THE TASK —
Make an exact copy of every entry, from the first line to the last.

(Saved entries)
____

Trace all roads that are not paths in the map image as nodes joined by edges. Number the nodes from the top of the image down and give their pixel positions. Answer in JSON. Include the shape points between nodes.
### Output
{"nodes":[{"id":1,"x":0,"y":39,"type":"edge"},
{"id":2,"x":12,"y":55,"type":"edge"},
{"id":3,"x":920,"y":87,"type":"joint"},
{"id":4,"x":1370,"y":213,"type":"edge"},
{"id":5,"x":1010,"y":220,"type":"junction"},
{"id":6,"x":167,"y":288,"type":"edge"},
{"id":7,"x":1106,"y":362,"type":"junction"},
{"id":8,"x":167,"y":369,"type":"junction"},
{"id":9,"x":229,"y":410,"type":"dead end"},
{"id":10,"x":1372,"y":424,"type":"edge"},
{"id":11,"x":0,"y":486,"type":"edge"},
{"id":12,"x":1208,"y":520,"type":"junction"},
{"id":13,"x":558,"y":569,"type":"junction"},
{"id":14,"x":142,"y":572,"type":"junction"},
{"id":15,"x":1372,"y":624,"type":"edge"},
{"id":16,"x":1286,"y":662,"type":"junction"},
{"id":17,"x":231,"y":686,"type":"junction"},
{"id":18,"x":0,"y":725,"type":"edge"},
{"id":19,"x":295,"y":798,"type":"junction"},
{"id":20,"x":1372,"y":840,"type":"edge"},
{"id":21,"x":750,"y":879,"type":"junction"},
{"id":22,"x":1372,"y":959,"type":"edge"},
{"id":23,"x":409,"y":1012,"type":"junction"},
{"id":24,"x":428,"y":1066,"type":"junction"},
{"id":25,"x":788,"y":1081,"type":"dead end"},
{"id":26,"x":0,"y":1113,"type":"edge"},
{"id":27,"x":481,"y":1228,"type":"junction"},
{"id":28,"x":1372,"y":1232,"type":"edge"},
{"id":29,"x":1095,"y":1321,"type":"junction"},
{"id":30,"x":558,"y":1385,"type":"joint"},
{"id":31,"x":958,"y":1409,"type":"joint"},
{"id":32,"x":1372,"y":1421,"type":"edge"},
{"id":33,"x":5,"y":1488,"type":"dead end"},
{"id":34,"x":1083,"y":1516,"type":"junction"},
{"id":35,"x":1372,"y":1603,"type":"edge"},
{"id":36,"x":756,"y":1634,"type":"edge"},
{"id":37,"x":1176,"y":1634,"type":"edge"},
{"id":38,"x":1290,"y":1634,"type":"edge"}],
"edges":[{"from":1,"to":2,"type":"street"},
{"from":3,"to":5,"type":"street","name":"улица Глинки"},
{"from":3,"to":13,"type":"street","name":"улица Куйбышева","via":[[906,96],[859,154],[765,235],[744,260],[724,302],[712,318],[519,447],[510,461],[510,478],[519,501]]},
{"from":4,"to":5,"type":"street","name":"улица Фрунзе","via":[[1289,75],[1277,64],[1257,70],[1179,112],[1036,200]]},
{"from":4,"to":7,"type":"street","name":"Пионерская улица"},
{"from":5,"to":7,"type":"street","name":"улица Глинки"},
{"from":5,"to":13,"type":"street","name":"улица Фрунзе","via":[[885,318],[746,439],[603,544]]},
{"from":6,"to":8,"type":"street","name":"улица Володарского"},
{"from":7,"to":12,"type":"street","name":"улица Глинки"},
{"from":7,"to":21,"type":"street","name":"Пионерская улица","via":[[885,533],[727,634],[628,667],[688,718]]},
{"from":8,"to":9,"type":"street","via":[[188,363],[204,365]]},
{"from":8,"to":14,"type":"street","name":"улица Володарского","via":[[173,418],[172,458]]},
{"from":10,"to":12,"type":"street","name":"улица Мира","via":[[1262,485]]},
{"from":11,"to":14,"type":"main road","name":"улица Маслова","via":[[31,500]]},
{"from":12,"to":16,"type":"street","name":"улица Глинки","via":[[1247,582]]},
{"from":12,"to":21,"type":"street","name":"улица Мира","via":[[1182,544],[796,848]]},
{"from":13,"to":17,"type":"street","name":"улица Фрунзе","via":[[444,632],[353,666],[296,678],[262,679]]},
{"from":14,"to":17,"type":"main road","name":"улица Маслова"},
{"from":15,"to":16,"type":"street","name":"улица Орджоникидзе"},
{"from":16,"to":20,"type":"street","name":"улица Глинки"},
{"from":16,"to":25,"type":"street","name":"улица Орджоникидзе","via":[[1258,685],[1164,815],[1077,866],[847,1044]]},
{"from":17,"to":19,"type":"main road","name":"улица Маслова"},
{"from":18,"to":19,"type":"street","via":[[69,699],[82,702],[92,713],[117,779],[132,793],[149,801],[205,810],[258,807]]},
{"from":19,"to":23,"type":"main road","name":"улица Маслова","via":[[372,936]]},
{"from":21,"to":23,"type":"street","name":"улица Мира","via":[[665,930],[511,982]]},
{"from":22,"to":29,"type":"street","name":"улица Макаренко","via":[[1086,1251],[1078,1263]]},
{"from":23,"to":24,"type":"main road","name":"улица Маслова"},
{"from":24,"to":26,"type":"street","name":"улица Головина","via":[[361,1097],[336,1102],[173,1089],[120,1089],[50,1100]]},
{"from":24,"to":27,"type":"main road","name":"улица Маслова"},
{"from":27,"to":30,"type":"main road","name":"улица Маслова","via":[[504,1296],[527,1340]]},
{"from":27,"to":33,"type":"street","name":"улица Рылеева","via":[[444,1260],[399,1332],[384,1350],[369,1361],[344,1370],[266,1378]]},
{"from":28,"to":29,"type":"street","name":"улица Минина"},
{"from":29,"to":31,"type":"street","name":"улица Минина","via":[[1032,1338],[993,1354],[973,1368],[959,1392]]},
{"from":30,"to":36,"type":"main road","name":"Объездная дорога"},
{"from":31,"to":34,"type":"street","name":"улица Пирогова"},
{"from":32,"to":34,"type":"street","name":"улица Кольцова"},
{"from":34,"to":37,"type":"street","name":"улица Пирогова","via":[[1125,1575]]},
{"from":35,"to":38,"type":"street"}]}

____

SOLUTION TO THIS PROBLEM —
Trace all roads that are not paths in the map image as nodes joined by edges. Number the nodes from the top of the image down and give their pixel positions. Answer in JSON. Include the shape points between nodes.
### Output
{"nodes":[{"id":1,"x":0,"y":39,"type":"edge"},
{"id":2,"x":12,"y":55,"type":"edge"},
{"id":3,"x":920,"y":87,"type":"joint"},
{"id":4,"x":1370,"y":213,"type":"edge"},
{"id":5,"x":1010,"y":220,"type":"junction"},
{"id":6,"x":167,"y":288,"type":"edge"},
{"id":7,"x":1106,"y":362,"type":"junction"},
{"id":8,"x":167,"y":369,"type":"junction"},
{"id":9,"x":229,"y":410,"type":"dead end"},
{"id":10,"x":1372,"y":424,"type":"edge"},
{"id":11,"x":0,"y":486,"type":"edge"},
{"id":12,"x":1208,"y":520,"type":"junction"},
{"id":13,"x":558,"y":569,"type":"junction"},
{"id":14,"x":142,"y":572,"type":"junction"},
{"id":15,"x":1372,"y":624,"type":"edge"},
{"id":16,"x":1286,"y":662,"type":"junction"},
{"id":17,"x":231,"y":686,"type":"junction"},
{"id":18,"x":0,"y":725,"type":"edge"},
{"id":19,"x":295,"y":798,"type":"junction"},
{"id":20,"x":1372,"y":840,"type":"edge"},
{"id":21,"x":750,"y":879,"type":"junction"},
{"id":22,"x":1372,"y":959,"type":"edge"},
{"id":23,"x":409,"y":1012,"type":"junction"},
{"id":24,"x":428,"y":1066,"type":"junction"},
{"id":25,"x":788,"y":1081,"type":"dead end"},
{"id":26,"x":0,"y":1113,"type":"edge"},
{"id":27,"x":481,"y":1228,"type":"junction"},
{"id":28,"x":1372,"y":1232,"type":"edge"},
{"id":29,"x":1095,"y":1321,"type":"junction"},
{"id":30,"x":558,"y":1385,"type":"joint"},
{"id":31,"x":958,"y":1409,"type":"joint"},
{"id":32,"x":1372,"y":1421,"type":"edge"},
{"id":33,"x":5,"y":1488,"type":"dead end"},
{"id":34,"x":1083,"y":1516,"type":"junction"},
{"id":35,"x":1372,"y":1603,"type":"edge"},
{"id":36,"x":756,"y":1634,"type":"edge"},
{"id":37,"x":1176,"y":1634,"type":"edge"},
{"id":38,"x":1290,"y":1634,"type":"edge"}],
"edges":[{"from":1,"to":2,"type":"street"},
{"from":3,"to":5,"type":"street","name":"улица Глинки"},
{"from":3,"to":13,"type":"street","name":"улица Куйбышева","via":[[906,96],[859,154],[765,235],[744,260],[724,302],[712,318],[519,447],[510,461],[510,478],[519,501]]},
{"from":4,"to":5,"type":"street","name":"улица Фрунзе","via":[[1289,75],[1277,64],[1257,70],[1179,112],[1036,200]]},
{"from":4,"to":7,"type":"street","name":"Пионерская улица"},
{"from":5,"to":7,"type":"street","name":"улица Глинки"},
{"from":5,"to":13,"type":"street","name":"улица Фрунзе","via":[[885,318],[746,439],[603,544]]},
{"from":6,"to":8,"type":"street","name":"улица Володарского"},
{"from":7,"to":12,"type":"street","name":"улица Глинки"},
{"from":7,"to":21,"type":"street","name":"Пионерская улица","via":[[885,533],[727,634],[628,667],[688,718]]},
{"from":8,"to":9,"type":"street","via":[[188,363],[204,365]]},
{"from":8,"to":14,"type":"street","name":"улица Володарского","via":[[173,418],[172,458]]},
{"from":10,"to":12,"type":"street","name":"улица Мира","via":[[1262,485]]},
{"from":11,"to":14,"type":"main road","name":"улица Маслова","via":[[31,500]]},
{"from":12,"to":16,"type":"street","name":"улица Глинки","via":[[1247,582]]},
{"from":12,"to":21,"type":"street","name":"улица Мира","via":[[1182,544],[796,848]]},
{"from":13,"to":17,"type":"street","name":"улица Фрунзе","via":[[444,632],[353,666],[296,678],[262,679]]},
{"from":14,"to":17,"type":"main road","name":"улица Маслова"},
{"from":15,"to":16,"type":"street","name":"улица Орджоникидзе"},
{"from":16,"to":20,"type":"street","name":"улица Глинки"},
{"from":16,"to":25,"type":"street","name":"улица Орджоникидзе","via":[[1258,685],[1164,815],[1077,866],[847,1044]]},
{"from":17,"to":19,"type":"main road","name":"улица Маслова"},
{"from":18,"to":19,"type":"street","via":[[69,699],[82,702],[92,713],[117,779],[132,793],[149,801],[205,810],[258,807]]},
{"from":19,"to":23,"type":"main road","name":"улица Маслова","via":[[372,936]]},
{"from":21,"to":23,"type":"street","name":"улица Мира","via":[[665,930],[511,982]]},
{"from":22,"to":29,"type":"street","name":"улица Макаренко","via":[[1086,1251],[1078,1263]]},
{"from":23,"to":24,"type":"main road","name":"улица Маслова"},
{"from":24,"to":26,"type":"street","name":"улица Головина","via":[[361,1097],[336,1102],[173,1089],[120,1089],[50,1100]]},
{"from":24,"to":27,"type":"main road","name":"улица Маслова"},
{"from":27,"to":30,"type":"main road","name":"улица Маслова","via":[[504,1296],[527,1340]]},
{"from":27,"to":33,"type":"street","name":"улица Рылеева","via":[[444,1260],[399,1332],[384,1350],[369,1361],[344,1370],[266,1378]]},
{"from":28,"to":29,"type":"street","name":"улица Минина"},
{"from":29,"to":31,"type":"street","name":"улица Минина","via":[[1032,1338],[993,1354],[973,1368],[959,1392]]},
{"from":30,"to":36,"type":"main road","name":"Объездная дорога"},
{"from":31,"to":34,"type":"street","name":"улица Пирогова"},
{"from":32,"to":34,"type":"street","name":"улица Кольцова"},
{"from":34,"to":37,"type":"street","name":"улица Пирогова","via":[[1125,1575]]},
{"from":35,"to":38,"type":"street"}]}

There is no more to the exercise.